Records supplied below:

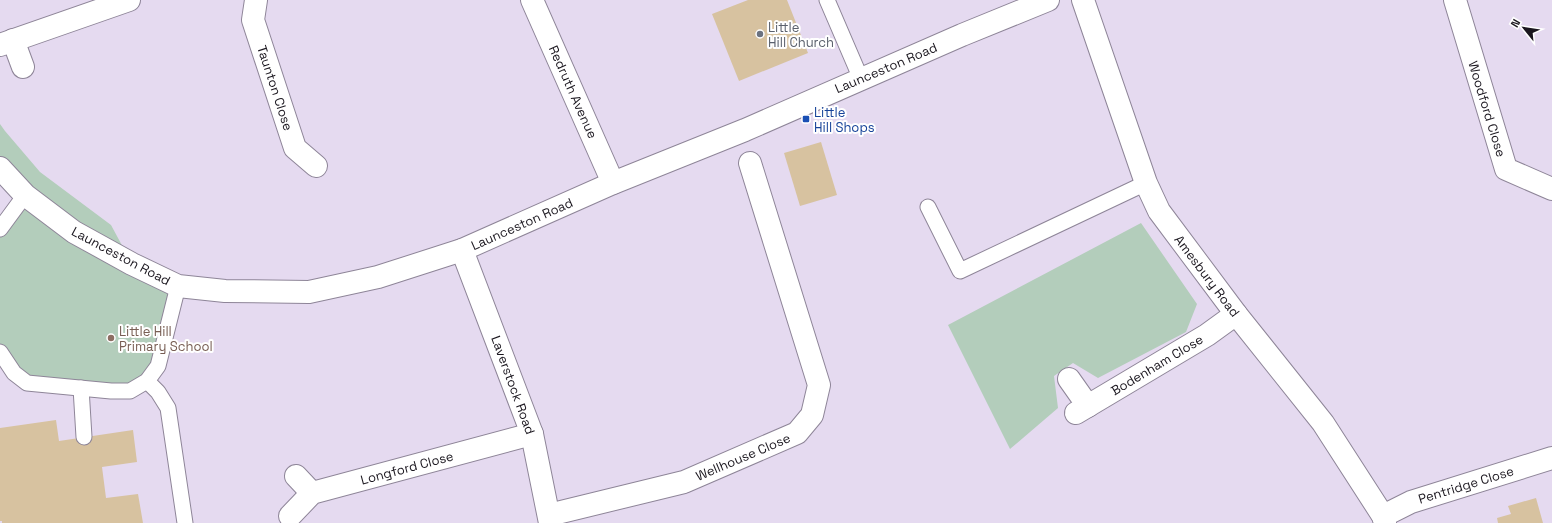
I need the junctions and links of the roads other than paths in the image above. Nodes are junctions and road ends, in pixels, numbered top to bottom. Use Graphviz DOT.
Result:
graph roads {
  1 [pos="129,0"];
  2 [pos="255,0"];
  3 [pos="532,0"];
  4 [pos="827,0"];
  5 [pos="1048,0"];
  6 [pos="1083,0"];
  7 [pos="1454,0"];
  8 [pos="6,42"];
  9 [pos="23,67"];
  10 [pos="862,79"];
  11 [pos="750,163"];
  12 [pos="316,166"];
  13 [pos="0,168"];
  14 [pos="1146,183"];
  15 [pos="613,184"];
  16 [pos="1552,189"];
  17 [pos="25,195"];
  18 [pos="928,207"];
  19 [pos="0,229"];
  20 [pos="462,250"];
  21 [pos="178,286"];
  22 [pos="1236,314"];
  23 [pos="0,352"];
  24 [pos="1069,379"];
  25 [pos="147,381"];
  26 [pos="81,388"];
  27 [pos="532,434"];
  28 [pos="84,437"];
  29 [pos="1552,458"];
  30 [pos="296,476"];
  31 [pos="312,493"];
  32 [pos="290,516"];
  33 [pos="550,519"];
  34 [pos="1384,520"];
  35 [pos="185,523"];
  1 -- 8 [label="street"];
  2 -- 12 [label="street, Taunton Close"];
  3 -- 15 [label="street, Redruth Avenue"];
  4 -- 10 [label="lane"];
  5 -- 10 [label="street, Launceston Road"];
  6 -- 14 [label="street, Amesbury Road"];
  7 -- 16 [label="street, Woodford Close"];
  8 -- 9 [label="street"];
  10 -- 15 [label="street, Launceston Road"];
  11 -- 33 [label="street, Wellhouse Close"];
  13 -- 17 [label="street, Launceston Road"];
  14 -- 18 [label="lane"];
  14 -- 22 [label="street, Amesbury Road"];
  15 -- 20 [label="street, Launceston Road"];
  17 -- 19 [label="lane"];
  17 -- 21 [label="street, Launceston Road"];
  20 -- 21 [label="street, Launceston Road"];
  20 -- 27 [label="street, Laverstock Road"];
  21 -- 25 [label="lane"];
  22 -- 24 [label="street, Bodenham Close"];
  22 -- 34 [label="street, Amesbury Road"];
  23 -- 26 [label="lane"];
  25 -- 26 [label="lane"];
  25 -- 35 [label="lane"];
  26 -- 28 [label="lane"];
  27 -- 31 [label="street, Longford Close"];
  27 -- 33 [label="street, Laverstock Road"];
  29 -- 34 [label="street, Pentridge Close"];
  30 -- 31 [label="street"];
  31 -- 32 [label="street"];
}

End of Records supplied.

Problem requirements:
For this task, give the full listing again verbatim and keep out every picture.

Task response:
I need the junctions and links of the roads other than paths in the image above. Nodes are junctions and road ends, in pixels, numbered top to bottom. Use Graphviz DOT.
Result:
graph roads {
  1 [pos="129,0"];
  2 [pos="255,0"];
  3 [pos="532,0"];
  4 [pos="827,0"];
  5 [pos="1048,0"];
  6 [pos="1083,0"];
  7 [pos="1454,0"];
  8 [pos="6,42"];
  9 [pos="23,67"];
  10 [pos="862,79"];
  11 [pos="750,163"];
  12 [pos="316,166"];
  13 [pos="0,168"];
  14 [pos="1146,183"];
  15 [pos="613,184"];
  16 [pos="1552,189"];
  17 [pos="25,195"];
  18 [pos="928,207"];
  19 [pos="0,229"];
  20 [pos="462,250"];
  21 [pos="178,286"];
  22 [pos="1236,314"];
  23 [pos="0,352"];
  24 [pos="1069,379"];
  25 [pos="147,381"];
  26 [pos="81,388"];
  27 [pos="532,434"];
  28 [pos="84,437"];
  29 [pos="1552,458"];
  30 [pos="296,476"];
  31 [pos="312,493"];
  32 [pos="290,516"];
  33 [pos="550,519"];
  34 [pos="1384,520"];
  35 [pos="185,523"];
  1 -- 8 [label="street"];
  2 -- 12 [label="street, Taunton Close"];
  3 -- 15 [label="street, Redruth Avenue"];
  4 -- 10 [label="lane"];
  5 -- 10 [label="street, Launceston Road"];
  6 -- 14 [label="street, Amesbury Road"];
  7 -- 16 [label="street, Woodford Close"];
  8 -- 9 [label="street"];
  10 -- 15 [label="street, Launceston Road"];
  11 -- 33 [label="street, Wellhouse Close"];
  13 -- 17 [label="street, Launceston Road"];
  14 -- 18 [label="lane"];
  14 -- 22 [label="street, Amesbury Road"];
  15 -- 20 [label="street, Launceston Road"];
  17 -- 19 [label="lane"];
  17 -- 21 [label="street, Launceston Road"];
  20 -- 21 [label="street, Launceston Road"];
  20 -- 27 [label="street, Laverstock Road"];
  21 -- 25 [label="lane"];
  22 -- 24 [label="street, Bodenham Close"];
  22 -- 34 [label="street, Amesbury Road"];
  23 -- 26 [label="lane"];
  25 -- 26 [label="lane"];
  25 -- 35 [label="lane"];
  26 -- 28 [label="lane"];
  27 -- 31 [label="street, Longford Close"];
  27 -- 33 [label="street, Laverstock Road"];
  29 -- 34 [label="street, Pentridge Close"];
  30 -- 31 [label="street"];
  31 -- 32 [label="street"];
}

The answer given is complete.